I would know whether any thing be more common, than for two men students, barristers, or Judges, to deduce contrary and opposite conclusions out of the same case in law? And is there any difference that the two men should infer distinct conclusions from the same testimony: Is any thing more known than that the same author, and place in that author, is forcibly urged to maintain contrary conclusions, and the decision hard, which is in the right? Is anything more frequent in the controversies of religion, than to press the same text for opposite tenets? How then comes it to pass that two persons may not apprehend with reason and honesty, what a witness, or many, say, to prove in the understanding of one plainly one thing, but in the apprehension of the other, clearly the contrary thing: must therefore one of these merit fine and imprisonment, because he [does] that which he cannot otherwise do, preserving his oath and integrity? And this often is the case of the Judge and jury[58].

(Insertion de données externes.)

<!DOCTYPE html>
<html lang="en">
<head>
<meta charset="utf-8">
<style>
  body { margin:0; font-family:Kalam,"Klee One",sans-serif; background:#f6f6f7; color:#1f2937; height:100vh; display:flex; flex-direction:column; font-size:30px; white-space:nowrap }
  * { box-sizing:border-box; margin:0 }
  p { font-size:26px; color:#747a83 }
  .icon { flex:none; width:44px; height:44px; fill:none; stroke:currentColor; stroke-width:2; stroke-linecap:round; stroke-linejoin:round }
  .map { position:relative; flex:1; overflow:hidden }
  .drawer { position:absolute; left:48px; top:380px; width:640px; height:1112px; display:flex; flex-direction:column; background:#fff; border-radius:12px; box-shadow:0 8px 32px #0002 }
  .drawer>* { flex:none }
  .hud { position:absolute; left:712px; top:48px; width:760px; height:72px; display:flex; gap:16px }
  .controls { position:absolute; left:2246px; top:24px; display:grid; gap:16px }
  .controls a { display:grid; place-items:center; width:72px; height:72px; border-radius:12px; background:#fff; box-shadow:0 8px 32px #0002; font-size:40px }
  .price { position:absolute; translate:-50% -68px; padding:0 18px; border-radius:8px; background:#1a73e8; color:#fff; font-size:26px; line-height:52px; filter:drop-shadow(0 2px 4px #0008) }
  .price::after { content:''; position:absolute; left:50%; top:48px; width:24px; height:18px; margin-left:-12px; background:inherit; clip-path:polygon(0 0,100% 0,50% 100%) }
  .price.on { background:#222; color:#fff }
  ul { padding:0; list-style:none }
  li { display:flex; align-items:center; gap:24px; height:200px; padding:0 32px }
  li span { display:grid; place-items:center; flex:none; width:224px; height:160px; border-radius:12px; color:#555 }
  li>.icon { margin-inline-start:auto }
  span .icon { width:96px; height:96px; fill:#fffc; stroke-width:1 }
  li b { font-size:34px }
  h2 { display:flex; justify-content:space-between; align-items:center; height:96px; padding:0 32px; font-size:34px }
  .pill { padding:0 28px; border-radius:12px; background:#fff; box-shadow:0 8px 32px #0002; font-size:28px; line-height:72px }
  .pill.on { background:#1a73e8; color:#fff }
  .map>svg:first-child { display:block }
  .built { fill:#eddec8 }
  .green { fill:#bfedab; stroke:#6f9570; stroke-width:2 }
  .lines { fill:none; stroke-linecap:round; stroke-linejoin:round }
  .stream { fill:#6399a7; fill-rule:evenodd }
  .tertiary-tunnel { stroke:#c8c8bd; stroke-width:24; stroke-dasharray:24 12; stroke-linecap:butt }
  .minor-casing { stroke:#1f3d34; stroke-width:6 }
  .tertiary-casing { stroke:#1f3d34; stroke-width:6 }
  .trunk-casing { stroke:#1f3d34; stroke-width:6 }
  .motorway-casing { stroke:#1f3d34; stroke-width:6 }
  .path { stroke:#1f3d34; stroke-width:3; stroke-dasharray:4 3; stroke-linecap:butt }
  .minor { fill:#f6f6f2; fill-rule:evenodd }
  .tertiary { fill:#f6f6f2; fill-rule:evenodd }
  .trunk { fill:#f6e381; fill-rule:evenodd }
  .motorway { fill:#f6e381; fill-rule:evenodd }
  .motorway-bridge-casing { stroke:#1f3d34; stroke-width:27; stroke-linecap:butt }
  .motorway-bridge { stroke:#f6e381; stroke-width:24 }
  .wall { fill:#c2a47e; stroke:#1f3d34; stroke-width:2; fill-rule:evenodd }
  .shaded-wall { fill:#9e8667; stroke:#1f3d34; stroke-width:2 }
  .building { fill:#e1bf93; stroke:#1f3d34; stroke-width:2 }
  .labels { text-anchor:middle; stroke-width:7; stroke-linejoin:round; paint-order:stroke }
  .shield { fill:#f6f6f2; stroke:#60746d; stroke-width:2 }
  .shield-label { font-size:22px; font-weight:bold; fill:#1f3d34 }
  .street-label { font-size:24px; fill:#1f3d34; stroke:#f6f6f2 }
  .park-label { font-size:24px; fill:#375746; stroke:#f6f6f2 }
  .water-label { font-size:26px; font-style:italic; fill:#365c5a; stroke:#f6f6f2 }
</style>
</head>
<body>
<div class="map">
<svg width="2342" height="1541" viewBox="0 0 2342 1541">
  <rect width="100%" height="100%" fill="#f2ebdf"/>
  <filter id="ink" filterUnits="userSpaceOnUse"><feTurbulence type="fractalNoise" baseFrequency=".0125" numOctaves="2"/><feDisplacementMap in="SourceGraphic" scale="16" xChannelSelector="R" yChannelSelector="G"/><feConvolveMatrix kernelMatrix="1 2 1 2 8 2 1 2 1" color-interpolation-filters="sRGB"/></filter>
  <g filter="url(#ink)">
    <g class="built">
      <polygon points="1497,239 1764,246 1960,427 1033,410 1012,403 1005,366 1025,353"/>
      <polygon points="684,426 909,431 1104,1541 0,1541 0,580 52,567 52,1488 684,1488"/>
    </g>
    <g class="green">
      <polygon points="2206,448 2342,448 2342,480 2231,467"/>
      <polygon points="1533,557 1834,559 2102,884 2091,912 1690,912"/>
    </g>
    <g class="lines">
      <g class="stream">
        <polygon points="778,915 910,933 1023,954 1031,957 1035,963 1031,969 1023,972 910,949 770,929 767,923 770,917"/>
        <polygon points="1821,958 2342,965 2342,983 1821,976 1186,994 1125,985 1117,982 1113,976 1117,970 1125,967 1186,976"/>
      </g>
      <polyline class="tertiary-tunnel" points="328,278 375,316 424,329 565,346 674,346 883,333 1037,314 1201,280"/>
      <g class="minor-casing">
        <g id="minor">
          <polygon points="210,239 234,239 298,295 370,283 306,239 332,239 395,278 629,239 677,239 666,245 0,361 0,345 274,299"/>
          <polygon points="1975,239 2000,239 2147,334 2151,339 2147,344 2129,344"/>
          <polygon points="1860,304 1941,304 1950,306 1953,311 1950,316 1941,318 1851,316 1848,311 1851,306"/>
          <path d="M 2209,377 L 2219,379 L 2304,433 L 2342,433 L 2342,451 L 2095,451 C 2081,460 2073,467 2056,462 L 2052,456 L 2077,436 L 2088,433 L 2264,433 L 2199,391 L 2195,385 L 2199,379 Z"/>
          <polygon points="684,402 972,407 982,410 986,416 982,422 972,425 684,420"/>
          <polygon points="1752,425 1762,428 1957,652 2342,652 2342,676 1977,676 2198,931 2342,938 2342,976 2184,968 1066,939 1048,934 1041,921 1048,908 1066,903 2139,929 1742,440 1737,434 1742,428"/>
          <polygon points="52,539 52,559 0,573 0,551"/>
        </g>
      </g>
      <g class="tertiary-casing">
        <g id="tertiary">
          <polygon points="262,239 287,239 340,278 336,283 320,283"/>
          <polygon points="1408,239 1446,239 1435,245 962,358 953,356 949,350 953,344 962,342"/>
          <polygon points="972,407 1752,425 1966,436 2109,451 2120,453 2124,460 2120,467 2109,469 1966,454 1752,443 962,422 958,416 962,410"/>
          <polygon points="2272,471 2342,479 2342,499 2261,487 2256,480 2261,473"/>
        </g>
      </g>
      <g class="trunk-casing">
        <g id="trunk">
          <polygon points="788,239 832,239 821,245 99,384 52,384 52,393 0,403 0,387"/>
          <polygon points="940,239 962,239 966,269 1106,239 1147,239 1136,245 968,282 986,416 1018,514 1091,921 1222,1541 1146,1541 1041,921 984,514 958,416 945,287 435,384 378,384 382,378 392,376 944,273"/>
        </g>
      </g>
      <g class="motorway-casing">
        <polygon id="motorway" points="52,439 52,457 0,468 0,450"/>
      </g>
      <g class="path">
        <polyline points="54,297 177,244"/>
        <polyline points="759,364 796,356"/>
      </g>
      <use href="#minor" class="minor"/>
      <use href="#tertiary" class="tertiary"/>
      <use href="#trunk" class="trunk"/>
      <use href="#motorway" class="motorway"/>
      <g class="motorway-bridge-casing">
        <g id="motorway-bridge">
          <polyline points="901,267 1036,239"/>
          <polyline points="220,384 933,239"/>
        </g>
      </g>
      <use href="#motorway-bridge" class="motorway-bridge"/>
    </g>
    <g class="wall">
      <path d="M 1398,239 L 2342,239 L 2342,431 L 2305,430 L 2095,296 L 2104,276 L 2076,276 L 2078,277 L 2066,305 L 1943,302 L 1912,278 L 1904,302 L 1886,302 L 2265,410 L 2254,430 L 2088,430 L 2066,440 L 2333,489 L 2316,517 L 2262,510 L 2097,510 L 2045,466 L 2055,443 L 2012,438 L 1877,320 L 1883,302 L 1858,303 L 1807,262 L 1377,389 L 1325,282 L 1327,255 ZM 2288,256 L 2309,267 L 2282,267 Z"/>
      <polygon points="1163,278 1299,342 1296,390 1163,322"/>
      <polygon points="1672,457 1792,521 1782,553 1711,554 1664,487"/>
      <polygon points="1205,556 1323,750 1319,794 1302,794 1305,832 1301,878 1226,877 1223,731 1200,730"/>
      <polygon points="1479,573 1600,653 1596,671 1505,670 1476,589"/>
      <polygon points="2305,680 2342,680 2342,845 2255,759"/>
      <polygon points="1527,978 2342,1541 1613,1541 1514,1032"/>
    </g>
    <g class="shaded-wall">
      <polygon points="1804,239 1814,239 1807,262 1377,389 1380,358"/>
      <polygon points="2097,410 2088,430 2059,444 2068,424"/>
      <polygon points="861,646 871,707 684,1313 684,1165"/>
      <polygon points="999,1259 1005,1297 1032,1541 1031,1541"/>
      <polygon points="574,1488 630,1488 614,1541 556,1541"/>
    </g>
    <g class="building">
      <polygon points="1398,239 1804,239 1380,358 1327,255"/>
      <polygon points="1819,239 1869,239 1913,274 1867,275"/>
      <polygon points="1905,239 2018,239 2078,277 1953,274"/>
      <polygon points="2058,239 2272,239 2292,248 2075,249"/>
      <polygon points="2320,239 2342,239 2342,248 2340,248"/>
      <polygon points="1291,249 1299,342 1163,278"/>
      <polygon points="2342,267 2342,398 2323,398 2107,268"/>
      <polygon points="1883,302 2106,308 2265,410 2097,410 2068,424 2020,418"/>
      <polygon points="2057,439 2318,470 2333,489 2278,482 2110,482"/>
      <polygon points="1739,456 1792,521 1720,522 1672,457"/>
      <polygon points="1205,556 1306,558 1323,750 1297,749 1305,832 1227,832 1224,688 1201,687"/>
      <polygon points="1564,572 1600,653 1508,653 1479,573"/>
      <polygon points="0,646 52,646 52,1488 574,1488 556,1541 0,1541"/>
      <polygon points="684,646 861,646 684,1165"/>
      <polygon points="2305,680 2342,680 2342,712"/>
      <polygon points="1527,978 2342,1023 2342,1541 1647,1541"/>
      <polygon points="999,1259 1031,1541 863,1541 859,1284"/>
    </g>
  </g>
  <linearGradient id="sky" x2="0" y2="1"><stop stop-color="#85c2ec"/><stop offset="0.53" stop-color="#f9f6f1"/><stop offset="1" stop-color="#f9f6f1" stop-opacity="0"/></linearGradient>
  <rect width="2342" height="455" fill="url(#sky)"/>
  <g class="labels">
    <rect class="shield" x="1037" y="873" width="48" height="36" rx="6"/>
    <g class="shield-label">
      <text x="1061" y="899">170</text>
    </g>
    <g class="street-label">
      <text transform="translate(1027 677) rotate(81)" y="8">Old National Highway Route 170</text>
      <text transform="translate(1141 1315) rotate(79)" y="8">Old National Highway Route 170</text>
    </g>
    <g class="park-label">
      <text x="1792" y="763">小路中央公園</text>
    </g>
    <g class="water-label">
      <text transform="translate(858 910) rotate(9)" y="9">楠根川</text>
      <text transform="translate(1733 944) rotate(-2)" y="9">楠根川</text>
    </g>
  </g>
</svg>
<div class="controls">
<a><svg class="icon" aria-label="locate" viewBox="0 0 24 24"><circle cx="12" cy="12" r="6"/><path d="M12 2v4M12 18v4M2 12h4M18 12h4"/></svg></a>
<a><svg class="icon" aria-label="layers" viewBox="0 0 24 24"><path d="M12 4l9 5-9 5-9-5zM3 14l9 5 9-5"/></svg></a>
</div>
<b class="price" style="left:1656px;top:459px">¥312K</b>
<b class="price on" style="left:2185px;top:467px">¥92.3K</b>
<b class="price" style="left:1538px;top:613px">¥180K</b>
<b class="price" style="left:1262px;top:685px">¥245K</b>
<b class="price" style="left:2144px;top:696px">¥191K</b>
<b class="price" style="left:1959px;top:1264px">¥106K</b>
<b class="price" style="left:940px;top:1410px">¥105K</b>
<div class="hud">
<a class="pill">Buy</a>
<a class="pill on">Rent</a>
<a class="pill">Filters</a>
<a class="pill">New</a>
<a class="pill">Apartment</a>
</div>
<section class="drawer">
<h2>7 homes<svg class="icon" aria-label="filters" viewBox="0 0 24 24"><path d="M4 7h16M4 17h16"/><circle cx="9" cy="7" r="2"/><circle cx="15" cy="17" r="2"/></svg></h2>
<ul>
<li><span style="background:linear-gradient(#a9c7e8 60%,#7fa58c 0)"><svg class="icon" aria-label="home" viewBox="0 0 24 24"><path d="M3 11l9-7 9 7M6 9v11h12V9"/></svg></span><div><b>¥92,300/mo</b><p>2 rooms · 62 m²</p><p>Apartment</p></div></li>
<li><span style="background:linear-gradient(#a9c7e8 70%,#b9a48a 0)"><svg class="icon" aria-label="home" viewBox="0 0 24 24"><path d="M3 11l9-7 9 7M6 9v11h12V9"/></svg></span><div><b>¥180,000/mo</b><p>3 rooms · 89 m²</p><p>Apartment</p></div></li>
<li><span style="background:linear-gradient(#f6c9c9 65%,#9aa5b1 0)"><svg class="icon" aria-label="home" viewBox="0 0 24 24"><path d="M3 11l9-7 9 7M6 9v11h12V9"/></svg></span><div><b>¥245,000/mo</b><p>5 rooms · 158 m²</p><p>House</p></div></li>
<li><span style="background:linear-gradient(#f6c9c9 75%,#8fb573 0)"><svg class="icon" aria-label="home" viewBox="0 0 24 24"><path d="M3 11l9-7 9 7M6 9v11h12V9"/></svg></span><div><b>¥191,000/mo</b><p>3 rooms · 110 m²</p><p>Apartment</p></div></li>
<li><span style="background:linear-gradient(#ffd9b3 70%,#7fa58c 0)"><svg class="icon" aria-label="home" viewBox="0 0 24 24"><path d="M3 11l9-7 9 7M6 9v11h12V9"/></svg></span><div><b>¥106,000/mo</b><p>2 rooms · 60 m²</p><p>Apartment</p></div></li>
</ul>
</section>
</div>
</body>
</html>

C’est étonnamment moderne. Vaughan écrit ceci en 1670; il est un contemporain de Locke, de Spinoza et de Newton, et l’on sent déjà poindre les Lumières à l’horizon, le souffle novateur des idées de demain. Il y a dans ce passage un indice sérieux de ce qui distingue encore de nos jours la conception de l’appel en droit français et en droit anglo-américain. J’y reviendrai, mais avant cela je voudrais nous rapprocher du Québec et faire quelques observations sur l’appel tel qu’il est apparu ici, en droit local. Une histoire somme toute parfaitement honorable.

G. L’appel en droit québécois de 1763 à 1849 : une excursion coloniale

La création de la Cour d’appel du Québec, telle qu’elle existe dans sa forme actuelle, date de 1849. Bien entendu, au cours des 160 dernières années, beaucoup de choses ont changé — le nom de la Cour, le nombre des juges qui y siègent, le contour général de sa compétence, la fréquence et la durée des périodes où elle siège, et bien d’autres choses encore.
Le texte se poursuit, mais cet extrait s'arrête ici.